[Given information — start]
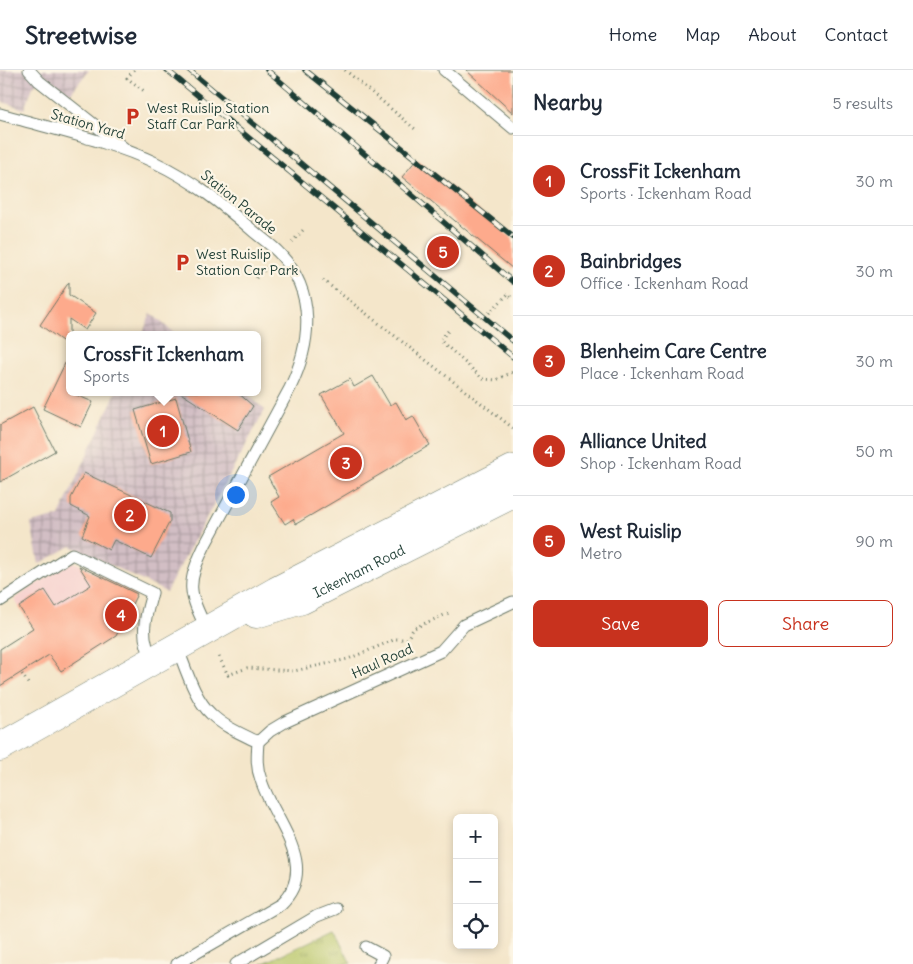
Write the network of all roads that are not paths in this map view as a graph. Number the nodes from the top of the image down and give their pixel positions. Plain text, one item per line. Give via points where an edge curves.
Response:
1 (29, 70) edge
2 (444, 70) edge
3 (0, 114) edge
4 (513, 128) edge
5 (129, 152) junction
6 (507, 484) edge
7 (0, 601) edge
8 (513, 602) edge
9 (207, 630) junction
10 (177, 647) junction
11 (153, 660) junction
12 (258, 742) junction
13 (0, 747) edge
14 (336, 909) dead end
15 (366, 946) dead end
16 (177, 964) edge
17 (236, 964) edge
18 (379, 964) edge

1 - 5 lane, Station Yard
2 - 4 lane
3 - 5 lane, Station Yard
5 - 9 lane, Station Parade via 201,188 280,254 298,280 307,311 307,338 296,376 204,545 193,572 192,596
6 - 9 main road, Ickenham Road via 302,600
7 - 11 lane via 72,554 152,593 143,630 146,648
8 - 12 lane, Haul Road via 464,625 441,651 285,722
9 - 10 main road, Ickenham Road
10 - 11 main road, Ickenham Road
10 - 12 lane via 210,714 225,726
11 - 13 main road, Ickenham Road
12 - 16 lane via 256,762 261,782 295,854 298,868 296,883 281,904
14 - 17 lane via 317,916
15 - 18 lane via 383,956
[Given information — finish]
## Problem to solve
For this exercise, retype the listing above word for word and omit the pictures.

## Finished task
Write the network of all roads that are not paths in this map view as a graph. Number the nodes from the top of the image down and give their pixel positions. Plain text, one item per line. Give via points where an edge curves.
Response:
1 (29, 70) edge
2 (444, 70) edge
3 (0, 114) edge
4 (513, 128) edge
5 (129, 152) junction
6 (507, 484) edge
7 (0, 601) edge
8 (513, 602) edge
9 (207, 630) junction
10 (177, 647) junction
11 (153, 660) junction
12 (258, 742) junction
13 (0, 747) edge
14 (336, 909) dead end
15 (366, 946) dead end
16 (177, 964) edge
17 (236, 964) edge
18 (379, 964) edge

1 - 5 lane, Station Yard
2 - 4 lane
3 - 5 lane, Station Yard
5 - 9 lane, Station Parade via 201,188 280,254 298,280 307,311 307,338 296,376 204,545 193,572 192,596
6 - 9 main road, Ickenham Road via 302,600
7 - 11 lane via 72,554 152,593 143,630 146,648
8 - 12 lane, Haul Road via 464,625 441,651 285,722
9 - 10 main road, Ickenham Road
10 - 11 main road, Ickenham Road
10 - 12 lane via 210,714 225,726
11 - 13 main road, Ickenham Road
12 - 16 lane via 256,762 261,782 295,854 298,868 296,883 281,904
14 - 17 lane via 317,916
15 - 18 lane via 383,956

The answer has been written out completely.